I am running clearos 6.x Professional on a Dell Poweredge R610 server with dual quad-core xeons (8 cpus), 32gb RAM, 15k SAS drives in Raid1, etc (I.E. it's a very fast machine.)
It's primary use is gateway w/ content filtering in a dorm with about 150-200 boys.
Our internet connection is 100/30mbps fiber.
Here's the problem (and this doesn't happen on our other two installations - our women's dorm gateway, or or main campus gateway. Each of those locations have a 100/30 connection and same model server as well.

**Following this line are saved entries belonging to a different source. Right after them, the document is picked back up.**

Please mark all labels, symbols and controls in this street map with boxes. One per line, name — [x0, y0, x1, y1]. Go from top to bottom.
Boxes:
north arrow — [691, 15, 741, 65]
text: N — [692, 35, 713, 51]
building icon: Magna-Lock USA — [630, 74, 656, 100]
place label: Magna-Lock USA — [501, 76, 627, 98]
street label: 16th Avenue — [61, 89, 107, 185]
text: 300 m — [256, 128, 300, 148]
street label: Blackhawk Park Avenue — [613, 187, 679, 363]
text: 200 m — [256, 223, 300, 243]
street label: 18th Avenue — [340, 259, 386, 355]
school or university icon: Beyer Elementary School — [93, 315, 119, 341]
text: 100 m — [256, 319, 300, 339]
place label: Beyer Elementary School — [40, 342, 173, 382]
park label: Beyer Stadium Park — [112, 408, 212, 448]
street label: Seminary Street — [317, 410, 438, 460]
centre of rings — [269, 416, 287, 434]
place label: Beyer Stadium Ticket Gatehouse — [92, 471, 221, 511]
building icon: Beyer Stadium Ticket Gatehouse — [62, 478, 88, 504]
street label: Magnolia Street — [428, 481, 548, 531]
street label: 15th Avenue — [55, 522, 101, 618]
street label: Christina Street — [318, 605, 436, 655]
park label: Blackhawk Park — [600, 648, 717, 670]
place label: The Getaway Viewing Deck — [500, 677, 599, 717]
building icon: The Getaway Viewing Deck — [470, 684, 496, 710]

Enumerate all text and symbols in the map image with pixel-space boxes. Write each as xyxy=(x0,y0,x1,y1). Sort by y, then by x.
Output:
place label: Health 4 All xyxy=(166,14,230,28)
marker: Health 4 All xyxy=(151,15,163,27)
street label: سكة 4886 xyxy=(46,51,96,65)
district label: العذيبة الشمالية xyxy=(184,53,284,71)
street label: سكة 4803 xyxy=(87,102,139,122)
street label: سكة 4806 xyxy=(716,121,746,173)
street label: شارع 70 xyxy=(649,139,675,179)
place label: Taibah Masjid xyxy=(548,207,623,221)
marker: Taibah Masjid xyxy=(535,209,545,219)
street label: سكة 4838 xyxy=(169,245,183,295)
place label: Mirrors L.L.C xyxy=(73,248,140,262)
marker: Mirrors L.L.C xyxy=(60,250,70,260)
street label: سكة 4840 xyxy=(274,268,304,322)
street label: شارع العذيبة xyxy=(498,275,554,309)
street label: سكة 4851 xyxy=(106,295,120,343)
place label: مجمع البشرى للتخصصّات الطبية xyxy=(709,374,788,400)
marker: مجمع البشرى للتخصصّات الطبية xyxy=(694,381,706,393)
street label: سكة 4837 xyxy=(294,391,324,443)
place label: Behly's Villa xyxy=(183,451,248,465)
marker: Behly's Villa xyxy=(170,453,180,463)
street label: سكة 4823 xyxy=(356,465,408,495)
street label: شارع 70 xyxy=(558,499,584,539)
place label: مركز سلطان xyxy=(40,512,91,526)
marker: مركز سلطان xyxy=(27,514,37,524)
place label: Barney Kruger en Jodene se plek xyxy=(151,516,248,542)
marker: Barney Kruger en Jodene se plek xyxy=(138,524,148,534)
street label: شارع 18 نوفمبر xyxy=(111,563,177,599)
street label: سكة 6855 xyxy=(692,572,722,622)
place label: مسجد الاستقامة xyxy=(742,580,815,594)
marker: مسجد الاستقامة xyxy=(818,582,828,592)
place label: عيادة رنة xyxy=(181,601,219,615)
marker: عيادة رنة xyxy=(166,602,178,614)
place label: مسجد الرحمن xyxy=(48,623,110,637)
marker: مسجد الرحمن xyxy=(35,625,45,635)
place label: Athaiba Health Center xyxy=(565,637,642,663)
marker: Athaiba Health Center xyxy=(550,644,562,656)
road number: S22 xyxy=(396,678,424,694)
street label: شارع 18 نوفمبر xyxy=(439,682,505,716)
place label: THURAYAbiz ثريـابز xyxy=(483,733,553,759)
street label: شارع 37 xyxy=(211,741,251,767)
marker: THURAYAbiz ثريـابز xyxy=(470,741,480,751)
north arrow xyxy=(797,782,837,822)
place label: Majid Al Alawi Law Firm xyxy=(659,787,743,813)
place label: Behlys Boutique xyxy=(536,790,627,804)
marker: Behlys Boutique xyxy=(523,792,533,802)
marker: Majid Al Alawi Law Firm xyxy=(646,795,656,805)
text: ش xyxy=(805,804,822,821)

Internet runs great, bandwidth usage gets pretty high at peak times (netflix, playstation, etc.) but web browsing is still fine. But at some point the internet just goes to an absolute crawl - and I've figured out the why, I just need a solution to fix it.
If I go to look at "resource report" everything is fine, everything has plenty left, usually 95-99% cpu usage left, 20gb of RAM free, no swap being used, etc. But if I look at the 'processes' - if it is at 1671-1674 or so, I know the internet is at a crawl. Processes normally stay at around 800-1000. But once it gets to 1600-something, it is absolutely stuck until I touch the content filter in some way to reset it (restart dansguardian, delete proxy cache, change a content filter setting, anything.)
I've been through all the guides on optimizing squid. I am already running cacheless. Here is the relevant portion my dansguardian config file (although I've changed it SEVERAL times, this is the latest iteration):
# sets the maximum number of processes to spawn to handle the incoming
# connections. Max value usually 250 depending on OS.
# On large sites you might want to try 180.
maxchildren = '999'
# sets the minimum number of processes to spawn to handle the incoming connections.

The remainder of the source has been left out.